Hilary Mantel won the Man Booker Prize with her novel 'Wolf Hall' which is centred on the life of Thomas Cromwell who became Henry VIII's fixer. An interesting genre, writing a story from historical fact. It seems to me that it would take great imagination and the ability to empathise to create such a work. It is also a subjectively educational piece of work that can take the reader into history from the author's interpretation of the facts.

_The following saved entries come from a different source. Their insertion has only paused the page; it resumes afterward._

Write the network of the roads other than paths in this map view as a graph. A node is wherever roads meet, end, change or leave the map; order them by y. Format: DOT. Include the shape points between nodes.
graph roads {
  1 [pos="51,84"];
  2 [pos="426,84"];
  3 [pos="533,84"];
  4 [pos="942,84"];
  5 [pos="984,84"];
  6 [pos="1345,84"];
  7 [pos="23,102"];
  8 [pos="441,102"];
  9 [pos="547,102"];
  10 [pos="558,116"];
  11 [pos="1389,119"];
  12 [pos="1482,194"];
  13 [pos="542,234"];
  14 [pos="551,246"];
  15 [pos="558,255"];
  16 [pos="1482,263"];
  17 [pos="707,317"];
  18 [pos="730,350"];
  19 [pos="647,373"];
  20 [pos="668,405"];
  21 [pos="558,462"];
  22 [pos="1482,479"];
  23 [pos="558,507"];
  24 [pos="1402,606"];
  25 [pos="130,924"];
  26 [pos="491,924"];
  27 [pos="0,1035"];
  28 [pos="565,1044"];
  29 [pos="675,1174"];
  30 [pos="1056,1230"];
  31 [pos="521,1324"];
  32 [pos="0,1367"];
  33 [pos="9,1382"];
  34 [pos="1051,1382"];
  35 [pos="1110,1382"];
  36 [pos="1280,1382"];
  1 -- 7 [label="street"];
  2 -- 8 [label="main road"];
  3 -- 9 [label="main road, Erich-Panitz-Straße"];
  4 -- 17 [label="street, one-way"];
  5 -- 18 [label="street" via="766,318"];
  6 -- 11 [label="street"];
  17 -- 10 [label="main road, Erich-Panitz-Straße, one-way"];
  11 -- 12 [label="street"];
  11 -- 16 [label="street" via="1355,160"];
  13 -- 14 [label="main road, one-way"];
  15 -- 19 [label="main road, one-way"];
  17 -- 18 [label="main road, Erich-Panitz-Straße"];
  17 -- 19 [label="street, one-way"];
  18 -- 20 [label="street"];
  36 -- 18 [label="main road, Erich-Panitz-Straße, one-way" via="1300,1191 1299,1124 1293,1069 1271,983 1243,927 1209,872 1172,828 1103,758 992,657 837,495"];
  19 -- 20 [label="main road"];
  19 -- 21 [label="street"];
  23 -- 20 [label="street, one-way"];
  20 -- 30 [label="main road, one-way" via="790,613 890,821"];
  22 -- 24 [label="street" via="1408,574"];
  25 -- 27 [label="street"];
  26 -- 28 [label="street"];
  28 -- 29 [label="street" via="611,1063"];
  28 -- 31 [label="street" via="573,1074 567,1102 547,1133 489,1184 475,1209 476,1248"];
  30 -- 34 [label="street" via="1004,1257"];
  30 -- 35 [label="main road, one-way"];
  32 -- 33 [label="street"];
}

When we create characters there must be a degree of vulnerability about them alongside methods to overcome their weaknesses. Henry VIII could be seen as a weak man who surrounded himself with powerful characters, one of whom was Thomas Cromwell. Thanks to author Mantel's books, the influence and nature of this man has been elevated to the consciousness of people who read her.
When Cardinal Wolsey fell from grace because of failing to obtain an annulment from Catherine of Aragon, Cromwell engineered his position to replace Wolsey who'd been his boss. It is believed that Cromwell organised the split from Rome in 1533 and then when Anne Boleyn proved to be a disappointment to Henry, Cromwell engineered her beheading along with her supposed suitors with whom she allegedly had affairs. The evidence provided by Cromwell was at best flimsy.
Eventually Cromwell attained the position of Lord Privy Seal, Baron Cromwell of Wimbledon but there must have been some doubts in the king's mind about the value of the reforms that Cromwell had been behind because when the nobles rebelled against Cromwell the king lost confidence in his counsellor. In 1540 Cromwell was arrested and imprisoned within the Tower of London and beheaded in July of that year.

Hans Holbein's painting of Cromwell after his arrest.

All-in-all an excellent story but for the fact that it was true. Hilary Mantel's rendition is good once you understand the style that she adopts. For those of us who enjoy this genre there will be other compelling characters out there that may deserve some re-working for the 21st century reader.